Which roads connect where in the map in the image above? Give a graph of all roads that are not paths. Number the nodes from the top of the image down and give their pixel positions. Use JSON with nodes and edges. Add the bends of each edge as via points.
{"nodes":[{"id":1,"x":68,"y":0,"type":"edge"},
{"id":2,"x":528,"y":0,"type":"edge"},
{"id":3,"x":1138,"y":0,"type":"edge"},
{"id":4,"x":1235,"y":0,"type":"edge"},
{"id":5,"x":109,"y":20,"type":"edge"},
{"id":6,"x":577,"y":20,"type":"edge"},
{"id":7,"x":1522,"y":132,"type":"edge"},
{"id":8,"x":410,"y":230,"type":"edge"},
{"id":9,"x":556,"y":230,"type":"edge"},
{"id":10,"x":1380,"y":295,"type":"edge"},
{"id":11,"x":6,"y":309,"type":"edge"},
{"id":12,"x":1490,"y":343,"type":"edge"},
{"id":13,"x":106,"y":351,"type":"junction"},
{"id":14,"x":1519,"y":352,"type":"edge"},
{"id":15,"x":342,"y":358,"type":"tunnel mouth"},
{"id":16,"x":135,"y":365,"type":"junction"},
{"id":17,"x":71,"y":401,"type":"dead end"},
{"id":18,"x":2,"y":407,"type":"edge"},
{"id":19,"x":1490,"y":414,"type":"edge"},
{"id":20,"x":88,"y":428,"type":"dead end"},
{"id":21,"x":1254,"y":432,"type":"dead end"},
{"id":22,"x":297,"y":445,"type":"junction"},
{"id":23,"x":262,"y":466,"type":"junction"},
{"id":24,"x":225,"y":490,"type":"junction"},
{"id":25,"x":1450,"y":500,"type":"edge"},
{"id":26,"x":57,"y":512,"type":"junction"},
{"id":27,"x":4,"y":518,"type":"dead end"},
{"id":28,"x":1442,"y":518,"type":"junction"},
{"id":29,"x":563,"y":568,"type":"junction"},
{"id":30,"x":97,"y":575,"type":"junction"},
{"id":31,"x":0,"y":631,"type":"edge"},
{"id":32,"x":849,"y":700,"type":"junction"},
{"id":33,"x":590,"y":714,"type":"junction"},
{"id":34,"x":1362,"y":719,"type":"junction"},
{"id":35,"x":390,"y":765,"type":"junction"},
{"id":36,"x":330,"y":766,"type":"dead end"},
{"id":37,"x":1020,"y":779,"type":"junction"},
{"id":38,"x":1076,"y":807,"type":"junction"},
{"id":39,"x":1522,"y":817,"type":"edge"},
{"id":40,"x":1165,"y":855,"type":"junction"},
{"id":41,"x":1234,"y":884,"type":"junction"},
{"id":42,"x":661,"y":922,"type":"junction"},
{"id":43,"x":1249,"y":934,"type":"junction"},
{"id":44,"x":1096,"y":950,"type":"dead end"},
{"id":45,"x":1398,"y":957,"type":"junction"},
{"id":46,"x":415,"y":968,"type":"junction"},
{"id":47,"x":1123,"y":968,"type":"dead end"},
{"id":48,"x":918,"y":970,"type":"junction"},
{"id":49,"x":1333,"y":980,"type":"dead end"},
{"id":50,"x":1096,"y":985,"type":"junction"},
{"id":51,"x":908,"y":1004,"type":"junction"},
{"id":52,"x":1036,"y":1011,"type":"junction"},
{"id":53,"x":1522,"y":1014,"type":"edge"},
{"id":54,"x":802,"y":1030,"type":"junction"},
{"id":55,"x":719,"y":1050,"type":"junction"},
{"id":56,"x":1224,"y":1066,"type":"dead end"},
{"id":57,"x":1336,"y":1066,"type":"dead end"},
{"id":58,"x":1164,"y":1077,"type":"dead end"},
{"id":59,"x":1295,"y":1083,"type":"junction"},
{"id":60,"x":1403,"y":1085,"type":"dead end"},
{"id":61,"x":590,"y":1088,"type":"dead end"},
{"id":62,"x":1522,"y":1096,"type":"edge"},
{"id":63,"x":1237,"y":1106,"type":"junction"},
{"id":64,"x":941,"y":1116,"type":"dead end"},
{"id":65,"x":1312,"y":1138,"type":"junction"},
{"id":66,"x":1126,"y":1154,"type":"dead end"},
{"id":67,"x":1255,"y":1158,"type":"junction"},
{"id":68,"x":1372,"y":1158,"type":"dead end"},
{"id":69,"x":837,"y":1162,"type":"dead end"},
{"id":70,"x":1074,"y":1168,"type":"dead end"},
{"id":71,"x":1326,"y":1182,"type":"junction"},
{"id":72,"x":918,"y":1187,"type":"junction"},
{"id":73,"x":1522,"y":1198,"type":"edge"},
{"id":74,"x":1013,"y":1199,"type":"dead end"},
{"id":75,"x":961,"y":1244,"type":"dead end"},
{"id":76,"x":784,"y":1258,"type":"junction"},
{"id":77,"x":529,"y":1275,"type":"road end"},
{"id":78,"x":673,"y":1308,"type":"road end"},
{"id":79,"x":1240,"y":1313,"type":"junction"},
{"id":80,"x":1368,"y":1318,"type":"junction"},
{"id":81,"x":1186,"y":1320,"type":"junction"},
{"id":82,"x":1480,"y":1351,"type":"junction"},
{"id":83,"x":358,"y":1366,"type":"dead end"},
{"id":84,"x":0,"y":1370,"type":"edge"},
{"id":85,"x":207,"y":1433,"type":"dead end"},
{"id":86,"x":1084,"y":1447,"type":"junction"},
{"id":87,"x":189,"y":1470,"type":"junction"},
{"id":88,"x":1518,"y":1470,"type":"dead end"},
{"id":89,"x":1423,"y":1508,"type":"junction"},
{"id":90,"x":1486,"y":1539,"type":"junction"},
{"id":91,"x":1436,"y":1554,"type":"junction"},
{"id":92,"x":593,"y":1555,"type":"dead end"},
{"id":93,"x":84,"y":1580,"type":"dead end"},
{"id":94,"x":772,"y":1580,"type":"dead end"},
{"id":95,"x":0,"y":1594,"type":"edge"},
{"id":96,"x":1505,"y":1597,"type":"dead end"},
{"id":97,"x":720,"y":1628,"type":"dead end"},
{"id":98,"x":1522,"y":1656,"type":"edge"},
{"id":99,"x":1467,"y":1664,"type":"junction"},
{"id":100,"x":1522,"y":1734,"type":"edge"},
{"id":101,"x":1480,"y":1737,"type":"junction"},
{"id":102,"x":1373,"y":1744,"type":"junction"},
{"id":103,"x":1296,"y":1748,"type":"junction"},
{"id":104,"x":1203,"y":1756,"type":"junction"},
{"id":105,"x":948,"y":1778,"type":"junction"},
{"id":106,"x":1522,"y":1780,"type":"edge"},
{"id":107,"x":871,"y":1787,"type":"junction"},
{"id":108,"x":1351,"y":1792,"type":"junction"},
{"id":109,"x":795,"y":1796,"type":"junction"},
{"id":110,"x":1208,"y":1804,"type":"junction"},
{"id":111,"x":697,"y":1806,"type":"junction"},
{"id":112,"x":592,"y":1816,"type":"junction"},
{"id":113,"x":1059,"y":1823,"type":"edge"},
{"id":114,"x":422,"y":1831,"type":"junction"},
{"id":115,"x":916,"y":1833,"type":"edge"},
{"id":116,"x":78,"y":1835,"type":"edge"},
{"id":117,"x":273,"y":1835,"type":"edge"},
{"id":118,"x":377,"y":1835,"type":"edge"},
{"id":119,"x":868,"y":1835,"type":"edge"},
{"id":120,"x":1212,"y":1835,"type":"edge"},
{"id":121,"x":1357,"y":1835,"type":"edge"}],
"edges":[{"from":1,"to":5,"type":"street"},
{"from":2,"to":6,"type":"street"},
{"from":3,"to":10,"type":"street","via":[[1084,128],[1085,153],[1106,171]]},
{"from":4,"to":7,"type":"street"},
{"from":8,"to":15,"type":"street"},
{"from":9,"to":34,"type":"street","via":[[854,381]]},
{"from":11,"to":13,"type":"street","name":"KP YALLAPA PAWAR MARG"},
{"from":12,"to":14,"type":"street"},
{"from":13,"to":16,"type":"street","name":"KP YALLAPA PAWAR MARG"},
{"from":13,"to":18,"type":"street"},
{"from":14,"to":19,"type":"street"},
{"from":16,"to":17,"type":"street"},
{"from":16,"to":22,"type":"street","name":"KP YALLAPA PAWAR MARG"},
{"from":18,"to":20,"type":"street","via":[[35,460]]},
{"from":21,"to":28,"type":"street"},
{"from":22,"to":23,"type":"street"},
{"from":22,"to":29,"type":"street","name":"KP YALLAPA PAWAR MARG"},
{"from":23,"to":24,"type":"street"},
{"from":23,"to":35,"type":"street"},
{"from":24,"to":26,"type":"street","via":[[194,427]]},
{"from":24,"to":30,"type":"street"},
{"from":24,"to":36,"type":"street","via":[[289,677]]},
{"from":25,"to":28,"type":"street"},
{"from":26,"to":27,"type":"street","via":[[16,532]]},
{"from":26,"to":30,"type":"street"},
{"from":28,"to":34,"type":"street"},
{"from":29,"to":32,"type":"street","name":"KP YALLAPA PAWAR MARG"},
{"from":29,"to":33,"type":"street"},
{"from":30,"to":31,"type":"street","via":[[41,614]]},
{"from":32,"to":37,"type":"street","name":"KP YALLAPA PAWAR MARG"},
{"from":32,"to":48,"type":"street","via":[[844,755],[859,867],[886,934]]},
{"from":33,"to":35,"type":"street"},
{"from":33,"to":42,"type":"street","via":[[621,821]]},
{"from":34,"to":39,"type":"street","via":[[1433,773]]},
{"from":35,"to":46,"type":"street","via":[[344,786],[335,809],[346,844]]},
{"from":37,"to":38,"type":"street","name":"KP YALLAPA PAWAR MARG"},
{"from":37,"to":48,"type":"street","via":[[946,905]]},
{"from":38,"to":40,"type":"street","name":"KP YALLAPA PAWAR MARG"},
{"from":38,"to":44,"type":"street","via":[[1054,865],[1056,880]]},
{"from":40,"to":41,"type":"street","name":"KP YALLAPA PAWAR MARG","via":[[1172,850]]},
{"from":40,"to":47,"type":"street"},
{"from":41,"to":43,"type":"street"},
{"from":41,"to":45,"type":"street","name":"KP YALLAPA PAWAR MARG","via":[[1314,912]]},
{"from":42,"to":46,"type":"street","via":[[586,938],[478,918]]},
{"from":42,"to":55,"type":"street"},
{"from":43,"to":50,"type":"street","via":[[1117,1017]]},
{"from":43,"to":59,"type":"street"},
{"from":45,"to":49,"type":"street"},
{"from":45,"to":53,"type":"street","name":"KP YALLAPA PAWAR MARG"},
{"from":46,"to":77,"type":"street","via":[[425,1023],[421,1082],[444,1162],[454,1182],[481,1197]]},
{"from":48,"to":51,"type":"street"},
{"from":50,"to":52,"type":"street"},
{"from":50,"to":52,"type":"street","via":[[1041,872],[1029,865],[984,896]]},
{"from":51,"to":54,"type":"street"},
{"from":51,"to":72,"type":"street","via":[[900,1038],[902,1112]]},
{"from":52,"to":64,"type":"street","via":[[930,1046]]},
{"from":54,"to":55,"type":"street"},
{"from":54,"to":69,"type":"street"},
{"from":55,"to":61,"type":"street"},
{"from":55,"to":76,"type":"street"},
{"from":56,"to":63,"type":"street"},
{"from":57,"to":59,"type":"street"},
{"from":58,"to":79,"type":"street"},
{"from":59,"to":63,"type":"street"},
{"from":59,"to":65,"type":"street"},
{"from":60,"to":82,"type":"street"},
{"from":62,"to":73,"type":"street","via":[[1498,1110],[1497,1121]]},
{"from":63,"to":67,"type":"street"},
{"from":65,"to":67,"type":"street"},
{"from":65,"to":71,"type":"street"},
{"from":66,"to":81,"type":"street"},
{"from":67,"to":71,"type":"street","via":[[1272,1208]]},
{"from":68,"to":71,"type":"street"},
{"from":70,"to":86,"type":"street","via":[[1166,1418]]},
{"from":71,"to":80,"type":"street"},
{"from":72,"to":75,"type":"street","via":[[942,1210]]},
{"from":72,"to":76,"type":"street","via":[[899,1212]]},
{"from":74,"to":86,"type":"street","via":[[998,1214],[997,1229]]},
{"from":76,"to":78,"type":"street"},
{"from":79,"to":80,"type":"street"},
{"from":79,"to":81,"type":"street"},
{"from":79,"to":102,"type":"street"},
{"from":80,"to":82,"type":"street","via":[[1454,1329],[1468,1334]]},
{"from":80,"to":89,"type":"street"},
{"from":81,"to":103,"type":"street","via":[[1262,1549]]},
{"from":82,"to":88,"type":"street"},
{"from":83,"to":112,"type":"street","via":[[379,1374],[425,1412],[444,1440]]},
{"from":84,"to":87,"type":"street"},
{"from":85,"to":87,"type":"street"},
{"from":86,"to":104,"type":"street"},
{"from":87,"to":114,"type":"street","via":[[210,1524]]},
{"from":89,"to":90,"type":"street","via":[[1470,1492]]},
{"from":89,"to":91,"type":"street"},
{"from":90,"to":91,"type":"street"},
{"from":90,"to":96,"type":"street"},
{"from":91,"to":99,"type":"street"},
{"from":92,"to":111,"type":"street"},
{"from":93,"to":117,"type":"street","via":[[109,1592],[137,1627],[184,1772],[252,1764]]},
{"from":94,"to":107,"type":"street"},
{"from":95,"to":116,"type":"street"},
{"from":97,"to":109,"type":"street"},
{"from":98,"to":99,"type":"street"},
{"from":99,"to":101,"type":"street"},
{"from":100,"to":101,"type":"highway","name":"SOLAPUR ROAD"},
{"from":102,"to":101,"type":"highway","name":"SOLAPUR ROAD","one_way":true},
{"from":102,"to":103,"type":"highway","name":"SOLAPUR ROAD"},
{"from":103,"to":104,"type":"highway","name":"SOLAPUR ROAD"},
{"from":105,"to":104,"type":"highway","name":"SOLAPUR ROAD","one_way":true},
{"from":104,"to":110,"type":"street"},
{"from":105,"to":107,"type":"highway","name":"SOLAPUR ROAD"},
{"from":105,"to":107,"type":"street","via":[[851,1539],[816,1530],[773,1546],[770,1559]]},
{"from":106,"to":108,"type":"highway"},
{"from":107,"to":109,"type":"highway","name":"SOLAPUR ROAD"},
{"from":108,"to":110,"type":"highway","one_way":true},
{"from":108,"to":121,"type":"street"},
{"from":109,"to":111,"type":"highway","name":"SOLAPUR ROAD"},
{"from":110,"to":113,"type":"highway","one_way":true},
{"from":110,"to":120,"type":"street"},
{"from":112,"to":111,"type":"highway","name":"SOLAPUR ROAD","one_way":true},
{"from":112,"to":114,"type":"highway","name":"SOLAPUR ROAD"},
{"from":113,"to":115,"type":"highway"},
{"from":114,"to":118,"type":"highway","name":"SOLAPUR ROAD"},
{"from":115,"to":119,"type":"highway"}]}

EXERCISE OBJECTIVE. Pull every line containing the word "edges" out of the material and copy it.

RESULT OF THIS TASK.
Which roads connect where in the map in the image above? Give a graph of all roads that are not paths. Number the nodes from the top of the image down and give their pixel positions. Use JSON with nodes and edges. Add the bends of each edge as via points.
"edges":[{"from":1,"to":5,"type":"street"},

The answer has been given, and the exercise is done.